China's emergence as the major creditor to the United States also had an effect on the national psyche, especially when the US secretary of state Hillary Clinton pleaded with Beijing to continue buying US Treasury bonds and announced before her first official visit in 2009 that she would not emphasise human rights. This reversal, with the US seemingly dependent on China, has had an effect on many Chinese government officials, military officers and academics who believe that a new world order is underway and China needs to be treated with greater respect.
An early manifestation of this was when the Obama administration announced a $6.4 billion arms package for Taiwan in January 2009. Instead of going through the motions of objecting and then going back to business as usual, Beijing's response was vociferous. It not only suspended military-to-military relations with Washington, but also threatened to punish companies that sell weapons to Taiwan - something it had never done before.
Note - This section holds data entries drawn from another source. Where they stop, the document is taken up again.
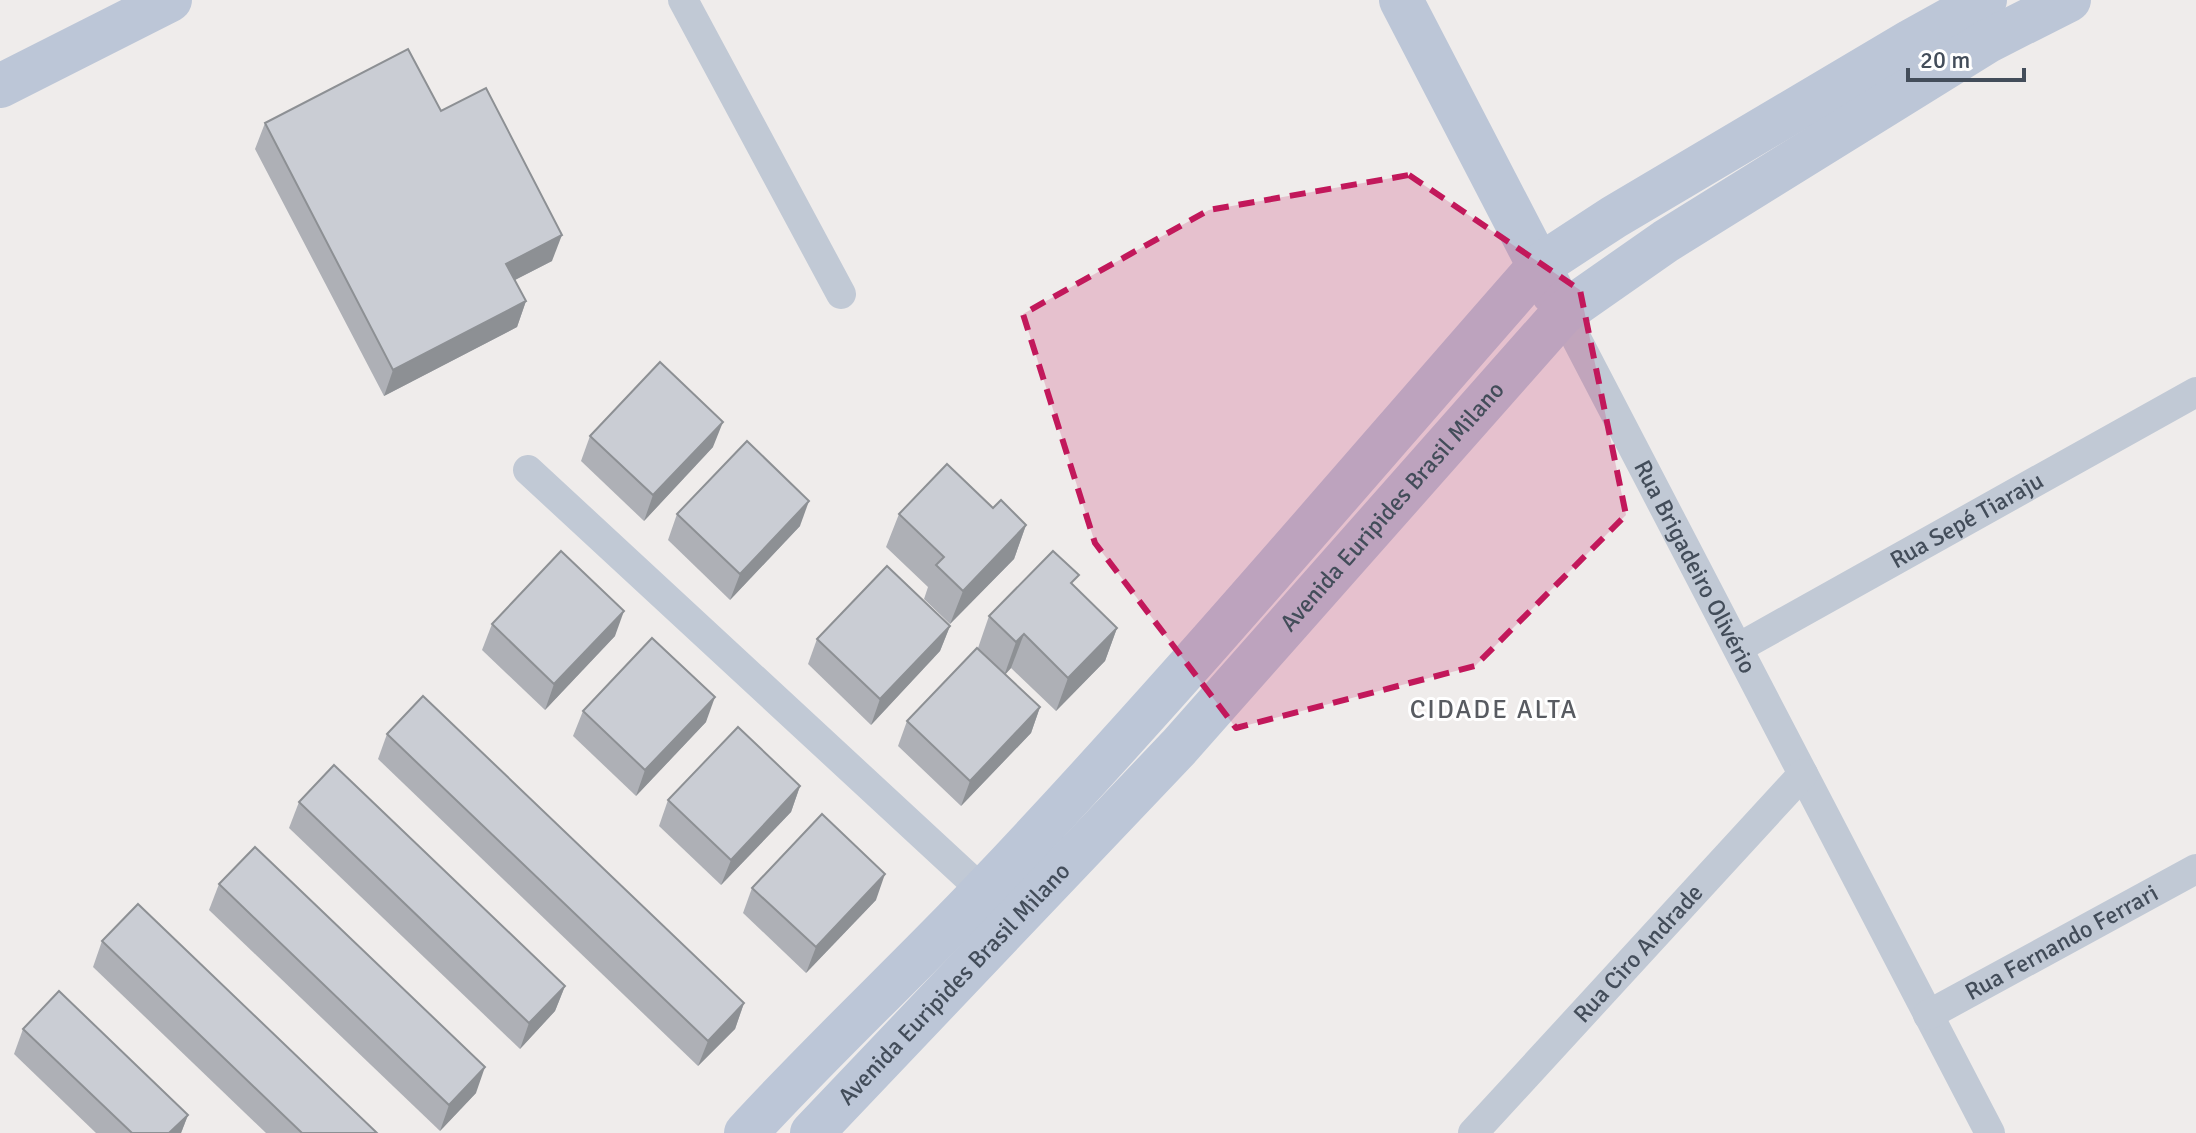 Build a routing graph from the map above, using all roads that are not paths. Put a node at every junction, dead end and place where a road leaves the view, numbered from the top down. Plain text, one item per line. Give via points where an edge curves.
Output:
1 (170, 0) edge
2 (683, 0) edge
3 (1401, 0) edge
4 (2069, 0) edge
5 (1981, 16) edge
6 (0, 86) edge
7 (1539, 266) junction
8 (841, 294) dead end
9 (1563, 313) junction
10 (2196, 392) edge
11 (528, 470) dead end
12 (1738, 648) junction
13 (1144, 714) junction
14 (1179, 747) junction
15 (1803, 774) junction
16 (2196, 869) edge
17 (983, 891) junction
18 (1928, 1015) junction
19 (792, 1082) junction
20 (821, 1123) edge
21 (746, 1133) edge
22 (1473, 1133) edge
23 (1990, 1133) edge

1 - 6 main road
2 - 8 street
3 - 7 main road, Rua Brigadeiro Olivério
4 - 5 main road, Avenida Euripides Brasil Milano
5 - 7 main road, Avenida Euripides Brasil Milano via 1614,217
5 - 9 main road, Avenida Euripides Brasil Milano
7 - 9 main road, Rua Brigadeiro Olivério
7 - 13 main road, Avenida Euripides Brasil Milano
9 - 12 street, Rua Brigadeiro Olivério
9 - 14 main road, Avenida Euripides Brasil Milano
10 - 12 street, Rua Sepé Tiaraju
11 - 17 street
12 - 15 street, Rua Brigadeiro Olivério
13 - 14 main road
13 - 17 main road, Avenida Euripides Brasil Milano
14 - 20 main road, Avenida Euripides Brasil Milano
15 - 18 street, Rua Brigadeiro Olivério
15 - 22 street, Rua Ciro Andrade
16 - 18 street, Rua Fernando Ferrari
17 - 19 main road, Avenida Euripides Brasil Milano
18 - 23 street, Rua Brigadeiro Olivério
19 - 20 main road
19 - 21 main road, Avenida Euripides Brasil Milano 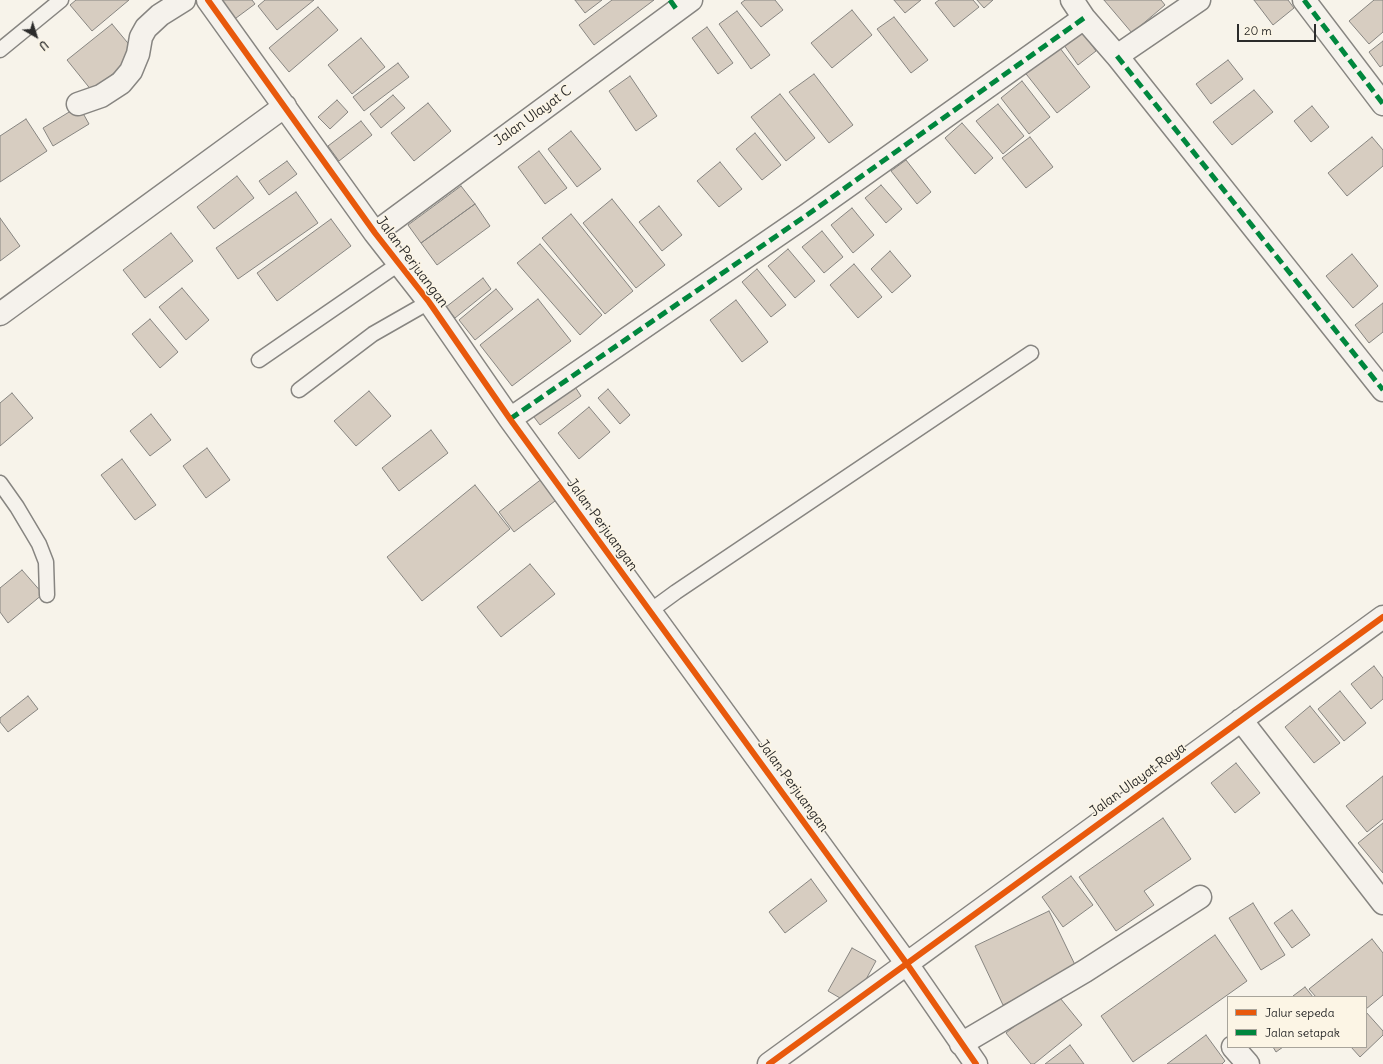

The US secretary of defence Robert Gates was bewildered, pointing out that arms sales to Taiwan "are nothing new" and "spanned multiple American administrations". True, but the two countries did sign an agreement in 1982 in which the US promised that its arms sales to Taiwan "will not exceed, either in qualitative or in quantitative terms, the level of those supplied in recent years ... and that it intends to reduce gradually its arms sales to Taiwan, leading over a period of time to a final resolution".
It is difficult to reconcile that pledge with Washington's behaviour since. For instance, it sold 150 F-16s to Taiwan in 1992. Of course, the US can point to changes on the ground, such as China's missile buildup across from Taiwan, necessitating stronger defensive measures.
There are divisions within China's leadership about its policies towards the US and its own political system. The Chinese premier Wen Jiabao has repeatedly spoken about reform, but his remarks are censored within China. Despite China's occasional pledges not to mix economic and political issues, officials are prepared to use all of what they call their comprehensive national power - military, economic and even soft power - when engaged with an adversary, such as withholding the sale of rare earths. But while change is underway, a new world order is still a work in progress and China is far from being king of the hill.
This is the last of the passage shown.